Emissions & APYs

Details on the emission curves and a study on estimated APYs
With veOCEAN, OceanDAO evolves to be more like CurveDAO:
  • ve is at the heart with v = voting (in data asset curation) and e = escrowed (locked) OCEAN. The longer the lockup, the more voting and rewards, which reconciles near and long-term DAO incentives.
  • The DAO has increased bias to automation, and to minimizing the governance attack surface.
The baseline emissions schedule determines the weekly OCEAN budget for this phase. The schedule is like Bitcoin, including a half-life of 4 years. Unlike Bitcoin, there is a burn-in period to ratchet up value-at-risk versus time:
  • The curve initially gets a multiplier of 10% for 12 months (DF Main 1)
  • Then, it transitions to multiplier of 25% for 6 months (DF Main 2)
  • Then, a multiplier of 50% for 6 months (DF Main 3)
  • Finally, a multiplier of 100%. (DF Main 4)
We implement the first three phases as constants, because they are relatively short in duration.
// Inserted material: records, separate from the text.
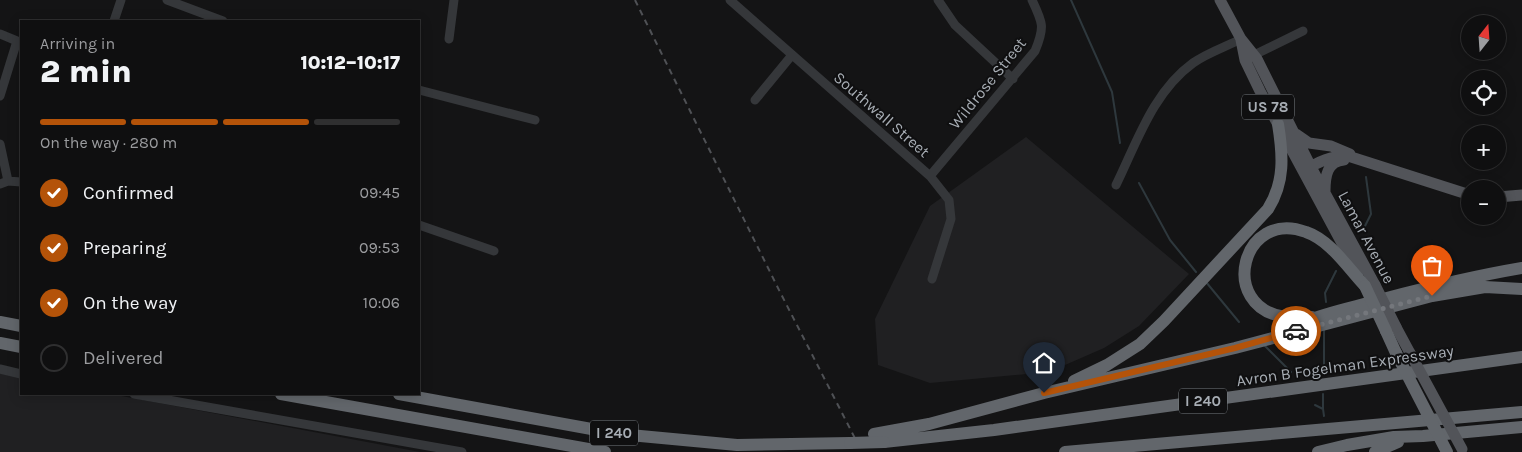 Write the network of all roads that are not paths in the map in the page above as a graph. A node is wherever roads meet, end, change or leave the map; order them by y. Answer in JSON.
{"nodes":[{"id":1,"x":121,"y":0,"type":"edge"},
{"id":2,"x":167,"y":0,"type":"edge"},
{"id":3,"x":454,"y":0,"type":"edge"},
{"id":4,"x":730,"y":0,"type":"edge"},
{"id":5,"x":938,"y":0,"type":"edge"},
{"id":6,"x":1032,"y":0,"type":"edge"},
{"id":7,"x":1220,"y":0,"type":"edge"},
{"id":8,"x":114,"y":20,"type":"edge"},
{"id":9,"x":220,"y":20,"type":"edge"},
{"id":10,"x":1303,"y":30,"type":"dead end"},
{"id":11,"x":0,"y":34,"type":"edge"},
{"id":12,"x":449,"y":39,"type":"dead end"},
{"id":13,"x":1241,"y":39,"type":"junction"},
{"id":14,"x":792,"y":55,"type":"junction"},
{"id":15,"x":1254,"y":55,"type":"junction"},
{"id":16,"x":1013,"y":79,"type":"junction"},
{"id":17,"x":420,"y":90,"type":"edge"},
{"id":18,"x":0,"y":96,"type":"edge"},
{"id":19,"x":755,"y":100,"type":"dead end"},
{"id":20,"x":535,"y":120,"type":"dead end"},
{"id":21,"x":1278,"y":124,"type":"junction"},
{"id":22,"x":1293,"y":131,"type":"junction"},
{"id":23,"x":0,"y":144,"type":"edge"},
{"id":24,"x":1358,"y":159,"type":"junction"},
{"id":25,"x":1307,"y":169,"type":"junction"},
{"id":26,"x":930,"y":176,"type":"junction"},
{"id":27,"x":4,"y":182,"type":"edge"},
{"id":28,"x":20,"y":182,"type":"edge"},
{"id":29,"x":1116,"y":185,"type":"dead end"},
{"id":30,"x":1325,"y":193,"type":"junction"},
{"id":31,"x":1461,"y":193,"type":"edge"},
{"id":32,"x":1522,"y":195,"type":"edge"},
{"id":33,"x":1506,"y":196,"type":"edge"},
{"id":34,"x":420,"y":225,"type":"edge"},
{"id":35,"x":494,"y":251,"type":"dead end"},
{"id":36,"x":1522,"y":268,"type":"edge"},
{"id":37,"x":932,"y":279,"type":"dead end"},
{"id":38,"x":1370,"y":285,"type":"junction"},
{"id":39,"x":1522,"y":289,"type":"edge"},
{"id":40,"x":1317,"y":316,"type":"junction"},
{"id":41,"x":0,"y":322,"type":"edge"},
{"id":42,"x":20,"y":326,"type":"edge"},
{"id":43,"x":1391,"y":329,"type":"junction"},
{"id":44,"x":0,"y":343,"type":"edge"},
{"id":45,"x":20,"y":347,"type":"edge"},
{"id":46,"x":1522,"y":357,"type":"edge"},
{"id":47,"x":0,"y":369,"type":"edge"},
{"id":48,"x":20,"y":374,"type":"edge"},
{"id":49,"x":1109,"y":378,"type":"junction"},
{"id":50,"x":1044,"y":393,"type":"junction"},
{"id":51,"x":140,"y":395,"type":"edge"},
{"id":52,"x":287,"y":395,"type":"edge"},
{"id":53,"x":404,"y":395,"type":"edge"},
{"id":54,"x":1522,"y":412,"type":"edge"},
{"id":55,"x":1522,"y":427,"type":"edge"},
{"id":56,"x":1422,"y":436,"type":"junction"},
{"id":57,"x":879,"y":438,"type":"junction"},
{"id":58,"x":1462,"y":451,"type":"edge"},
{"id":59,"x":462,"y":452,"type":"edge"},
{"id":60,"x":605,"y":452,"type":"edge"},
{"id":61,"x":1065,"y":452,"type":"edge"},
{"id":62,"x":1318,"y":452,"type":"edge"},
{"id":63,"x":1375,"y":452,"type":"edge"},
{"id":64,"x":1447,"y":452,"type":"edge"}],
"edges":[{"from":1,"to":8,"type":"street"},
{"from":2,"to":9,"type":"street"},
{"from":3,"to":12,"type":"street"},
{"from":4,"to":14,"type":"street","name":"Southwall Street"},
{"from":5,"to":16,"type":"street"},
{"from":6,"to":16,"type":"street","name":"Wildrose Street"},
{"from":7,"to":13,"type":"main road","name":"Lamar Avenue","number":"US 78"},
{"from":10,"to":15,"type":"street"},
{"from":11,"to":18,"type":"street"},
{"from":13,"to":15,"type":"main road","name":"Lamar Avenue","number":"US 78"},
{"from":13,"to":21,"type":"main road","name":"Lamar Avenue","number":"US 78"},
{"from":13,"to":29,"type":"street"},
{"from":14,"to":19,"type":"street"},
{"from":14,"to":26,"type":"street","name":"Southwall Street"},
{"from":15,"to":22,"type":"main road","name":"Lamar Avenue","number":"US 78"},
{"from":16,"to":26,"type":"street","name":"Wildrose Street"},
{"from":17,"to":20,"type":"street"},
{"from":21,"to":25,"type":"main road","name":"Lamar Avenue","number":"US 78"},
{"from":21,"to":50,"type":"highway"},
{"from":22,"to":24,"type":"main road"},
{"from":22,"to":25,"type":"main road","name":"Lamar Avenue","number":"US 78"},
{"from":23,"to":27,"type":"street"},
{"from":24,"to":25,"type":"main road"},
{"from":24,"to":30,"type":"main road"},
{"from":24,"to":31,"type":"main road"},
{"from":25,"to":30,"type":"main road","name":"Lamar Avenue","number":"US 78"},
{"from":25,"to":38,"type":"main road","name":"Lamar Avenue","number":"US 78"},
{"from":26,"to":37,"type":"street","name":"Southwall Street"},
{"from":27,"to":28,"type":"street"},
{"from":30,"to":38,"type":"main road","name":"Lamar Avenue","number":"US 78"},
{"from":32,"to":33,"type":"main road"},
{"from":34,"to":35,"type":"street"},
{"from":36,"to":40,"type":"highway"},
{"from":38,"to":40,"type":"highway"},
{"from":38,"to":43,"type":"highway","name":"Lamar Avenue","number":"US 78","bridge":true},
{"from":39,"to":49,"type":"highway"},
{"from":40,"to":49,"type":"highway"},
{"from":41,"to":42,"type":"highway"},
{"from":43,"to":58,"type":"main road","name":"Lamar Avenue","number":"US 78","bridge":true},
{"from":43,"to":64,"type":"highway","name":"Lamar Avenue","number":"US 78","bridge":true},
{"from":44,"to":45,"type":"highway"},
{"from":46,"to":57,"type":"highway","name":"Avron B Fogelman Expressway","number":"I 240"},
{"from":47,"to":48,"type":"street"},
{"from":49,"to":50,"type":"highway"},
{"from":50,"to":57,"type":"highway"},
{"from":51,"to":59,"type":"street"},
{"from":52,"to":60,"type":"highway","number":"I 240"},
{"from":53,"to":57,"type":"highway","name":"Avron B Fogelman Expressway","number":"I 240","bridge":true},
{"from":54,"to":61,"type":"highway"},
{"from":55,"to":56,"type":"highway"},
{"from":56,"to":62,"type":"highway"},
{"from":56,"to":63,"type":"highway"}]}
We implement the fourth phase as a Bitcoin-style exponential: constant, with the constant dividing by two (“halvening”) every four years.
Let’s visualize!

Emissions — first 5 years.

The image below shows the first 5 years. The y-axis is OCEAN released each week. It’s log-scaled to easily see the differences. The x-axis is time, measured in weeks. In weeks 0–29, we can see the distinct phases for DF Alpha (DF1 // week 0), DF/VE Alpha (DF5 // week 4), DF Beta (DF9 // week 8), DF Main 1 (DF29 // week 28), DF Main 2 (DF80 // week 79), DF Main 3 (DF106 // week 105), and DF Main 4 (DF132 // week 131).
OCEAN released to DF per week — first 5 years

Emissions — First 20 years.

The image below is like the previous one: OCEAN released per week, but now for the first 20 years. Week 131 onwards is DF Main 4. We can see that the y-value divides by two (“halvens”) every four years.
OCEAN released to DF per week — first 20 years

Total OCEAN released.

The image below shows the total OCEAN released by DF for the first 20 years. The y-axis is log-scaled to capture both the small initial rewards and exponentially larger values later on. The x-axis is also log-scaled so that we can more readily see how the curve converges over time.
Total OCEAN released to DF — first 20 years

Example APYs

The plot below shows estimated APY over time. Green includes both passive and active rewards; black is just passive rewards. As of DF29, wash consume is no longer profitable, so we should expect a large drop in DCV and therefore in active rewards. So passive rewards (black) provides a great baseline with upside in active rewards (green).
APYs are an estimate because APY depends on OCEAN locked. OCEAN locked for future weeks is not known precisely; it must be estimated. The yellow line is the model for OCEAN locked. We modeled OCEAN locked by observing linear growth from week 5 (when OCEAN locking was introduced) to week 28 (now): OCEAN locked grew from 7.89M OCEAN to 34.98M OCEAN respectively, or 1.177M more OCEAN locked per week.
Green: estimated APYs (passive + active). Black: estimated APYs (just passive). Yellow: estimated staking The plots are calculated from this Google Sheet.
OCEAN lock time affects APY. The numbers above assume that all locked OCEAN is locked for 4 years, so that 1 OCEAN → 1 veOCEAN. But APY could be much worse or more if you lock for shorter durations. Here are approximate bounds.
If you lock for 4 years, and everyone else locks for 2, then multiply expected APY by 2. If you lock for 4 years and others for 1, then multiply by 4. Conversely, if you lock for 2 years and everyone else for 4, then divide your expected APY by 2. If you lock for 1 year and others for 4, then divide by 4. The numbers assume that you’re actively allocating veOCEAN allocation towards high-DCV data assets. For passive locking or low-DCV data assets, divide APY by 2 (approximate).